[Stored data]
= = =

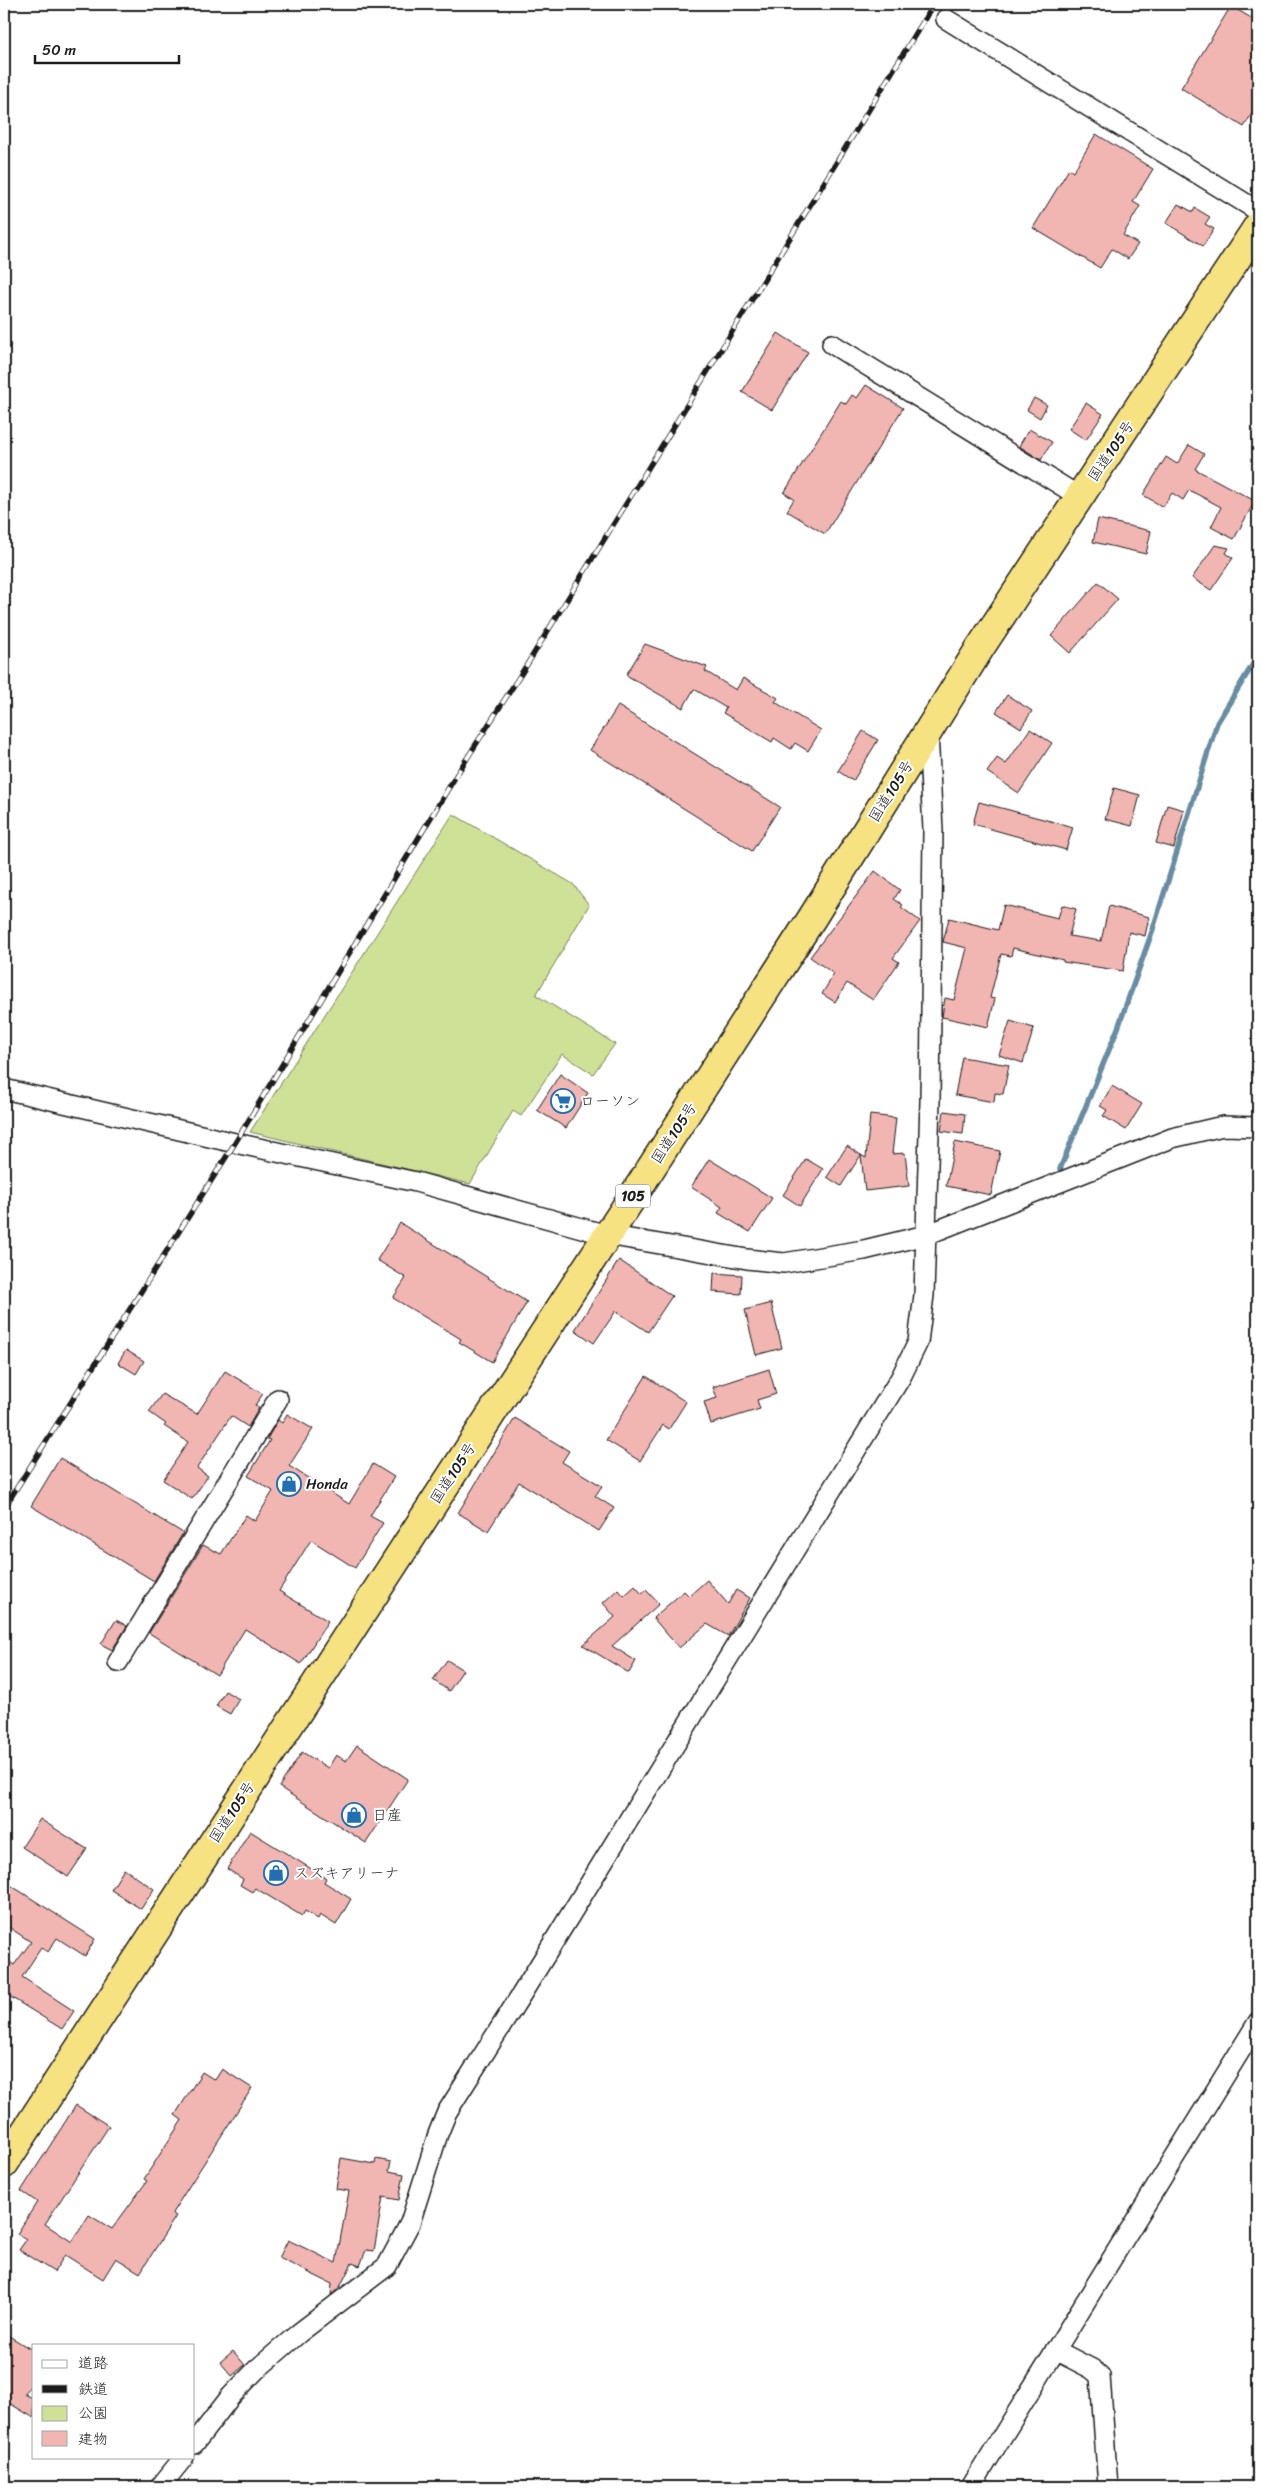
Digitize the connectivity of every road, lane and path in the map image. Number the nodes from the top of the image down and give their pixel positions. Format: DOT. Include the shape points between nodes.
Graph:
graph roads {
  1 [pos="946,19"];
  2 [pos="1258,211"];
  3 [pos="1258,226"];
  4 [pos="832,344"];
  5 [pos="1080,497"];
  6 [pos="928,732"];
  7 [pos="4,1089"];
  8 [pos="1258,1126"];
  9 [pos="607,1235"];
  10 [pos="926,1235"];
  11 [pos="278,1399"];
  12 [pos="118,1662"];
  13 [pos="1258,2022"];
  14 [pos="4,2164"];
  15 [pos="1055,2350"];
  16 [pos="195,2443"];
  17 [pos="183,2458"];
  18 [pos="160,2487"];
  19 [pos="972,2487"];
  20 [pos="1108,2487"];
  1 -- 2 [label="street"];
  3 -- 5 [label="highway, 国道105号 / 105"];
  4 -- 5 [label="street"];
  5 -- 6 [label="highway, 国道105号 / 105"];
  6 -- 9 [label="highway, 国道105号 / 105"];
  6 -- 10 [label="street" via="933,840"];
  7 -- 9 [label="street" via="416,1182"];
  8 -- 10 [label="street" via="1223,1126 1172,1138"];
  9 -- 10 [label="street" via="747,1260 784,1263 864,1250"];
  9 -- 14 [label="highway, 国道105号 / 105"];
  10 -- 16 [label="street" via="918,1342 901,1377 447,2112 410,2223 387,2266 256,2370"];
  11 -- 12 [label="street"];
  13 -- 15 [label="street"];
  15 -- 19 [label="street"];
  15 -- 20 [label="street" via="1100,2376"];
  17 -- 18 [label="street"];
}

= = =

- **What is needed**: Copy the lines that hold the word "highway". Take them from the records above.

- **Solution for this task**:
  3 -- 5 [label="highway, 国道105号 / 105"];
  5 -- 6 [label="highway, 国道105号 / 105"];
  6 -- 9 [label="highway, 国道105号 / 105"];
  9 -- 14 [label="highway, 国道105号 / 105"];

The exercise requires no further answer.